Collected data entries
***
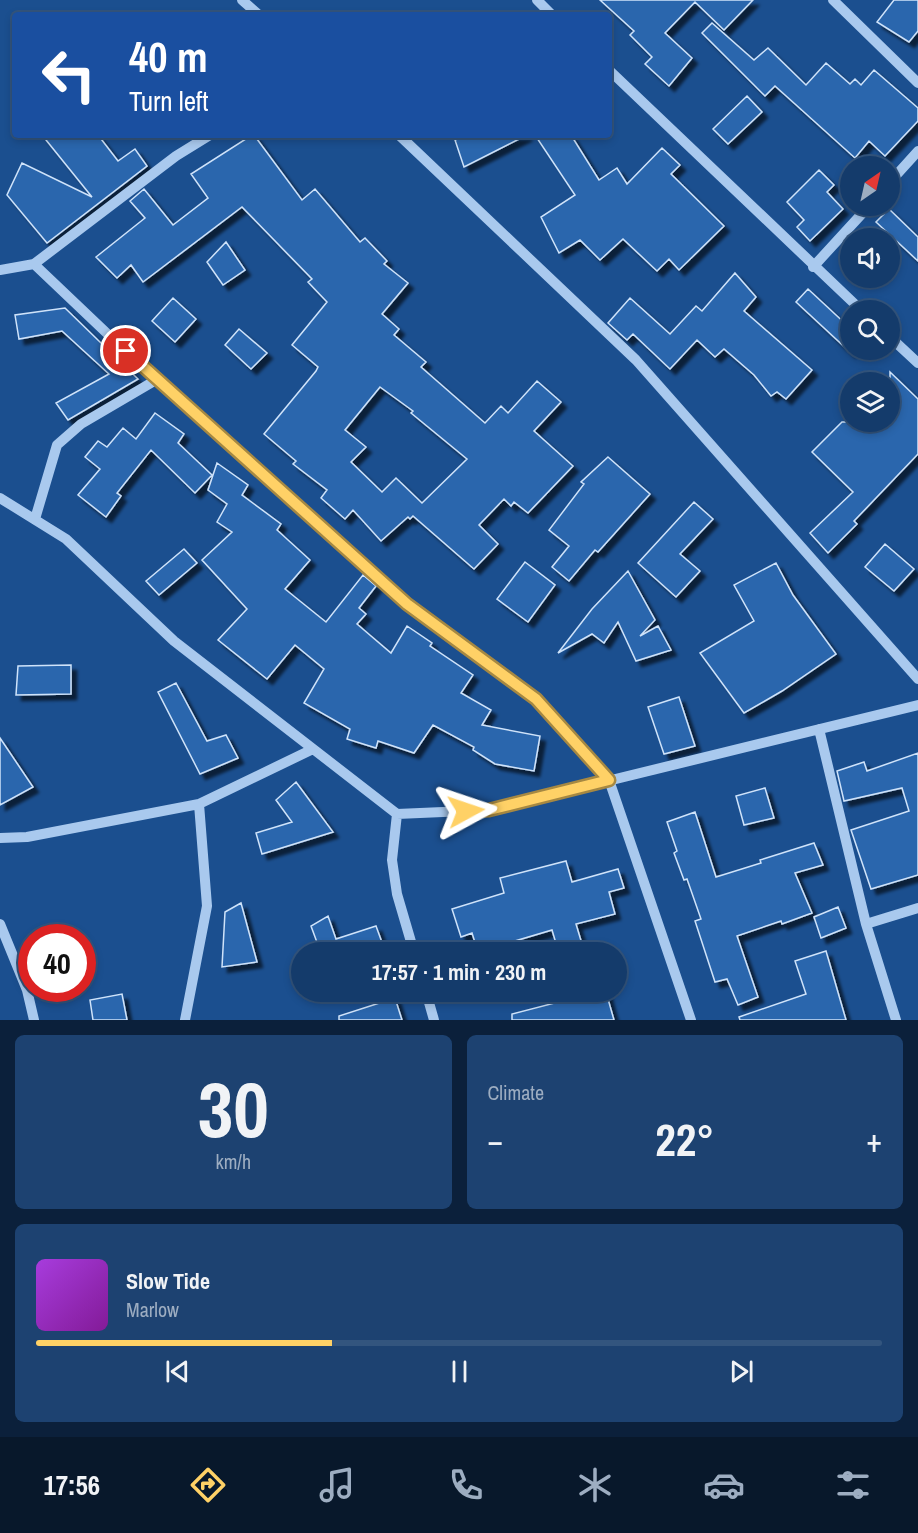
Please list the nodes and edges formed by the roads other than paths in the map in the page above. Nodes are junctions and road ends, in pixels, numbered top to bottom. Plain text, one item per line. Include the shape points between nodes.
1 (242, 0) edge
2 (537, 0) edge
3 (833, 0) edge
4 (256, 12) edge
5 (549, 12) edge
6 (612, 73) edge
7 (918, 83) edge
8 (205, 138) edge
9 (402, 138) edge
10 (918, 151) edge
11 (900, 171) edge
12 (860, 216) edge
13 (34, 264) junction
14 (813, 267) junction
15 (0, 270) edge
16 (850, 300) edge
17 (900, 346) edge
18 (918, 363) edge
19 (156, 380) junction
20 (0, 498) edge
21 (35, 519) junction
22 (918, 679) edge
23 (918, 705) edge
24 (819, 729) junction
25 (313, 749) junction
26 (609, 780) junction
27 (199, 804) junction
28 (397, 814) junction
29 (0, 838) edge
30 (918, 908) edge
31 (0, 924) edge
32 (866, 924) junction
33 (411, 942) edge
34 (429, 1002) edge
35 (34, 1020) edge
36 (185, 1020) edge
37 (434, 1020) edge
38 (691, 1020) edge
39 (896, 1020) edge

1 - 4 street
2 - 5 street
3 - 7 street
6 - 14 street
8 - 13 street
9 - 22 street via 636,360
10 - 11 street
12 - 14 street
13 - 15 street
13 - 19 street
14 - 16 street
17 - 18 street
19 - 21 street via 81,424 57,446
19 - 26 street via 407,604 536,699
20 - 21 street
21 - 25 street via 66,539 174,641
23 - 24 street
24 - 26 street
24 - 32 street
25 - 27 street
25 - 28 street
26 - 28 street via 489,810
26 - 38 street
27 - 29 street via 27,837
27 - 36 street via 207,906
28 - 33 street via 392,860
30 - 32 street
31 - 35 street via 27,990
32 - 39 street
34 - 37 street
***
ABOUT THIS EXERCISE |
When repeating the entries, leave out every picture and keep the rest exact.

RESPONSE |
Please list the nodes and edges formed by the roads other than paths in the map in the page above. Nodes are junctions and road ends, in pixels, numbered top to bottom. Plain text, one item per line. Include the shape points between nodes.
1 (242, 0) edge
2 (537, 0) edge
3 (833, 0) edge
4 (256, 12) edge
5 (549, 12) edge
6 (612, 73) edge
7 (918, 83) edge
8 (205, 138) edge
9 (402, 138) edge
10 (918, 151) edge
11 (900, 171) edge
12 (860, 216) edge
13 (34, 264) junction
14 (813, 267) junction
15 (0, 270) edge
16 (850, 300) edge
17 (900, 346) edge
18 (918, 363) edge
19 (156, 380) junction
20 (0, 498) edge
21 (35, 519) junction
22 (918, 679) edge
23 (918, 705) edge
24 (819, 729) junction
25 (313, 749) junction
26 (609, 780) junction
27 (199, 804) junction
28 (397, 814) junction
29 (0, 838) edge
30 (918, 908) edge
31 (0, 924) edge
32 (866, 924) junction
33 (411, 942) edge
34 (429, 1002) edge
35 (34, 1020) edge
36 (185, 1020) edge
37 (434, 1020) edge
38 (691, 1020) edge
39 (896, 1020) edge

1 - 4 street
2 - 5 street
3 - 7 street
6 - 14 street
8 - 13 street
9 - 22 street via 636,360
10 - 11 street
12 - 14 street
13 - 15 street
13 - 19 street
14 - 16 street
17 - 18 street
19 - 21 street via 81,424 57,446
19 - 26 street via 407,604 536,699
20 - 21 street
21 - 25 street via 66,539 174,641
23 - 24 street
24 - 26 street
24 - 32 street
25 - 27 street
25 - 28 street
26 - 28 street via 489,810
26 - 38 street
27 - 29 street via 27,837
27 - 36 street via 207,906
28 - 33 street via 392,860
30 - 32 street
31 - 35 street via 27,990
32 - 39 street
34 - 37 street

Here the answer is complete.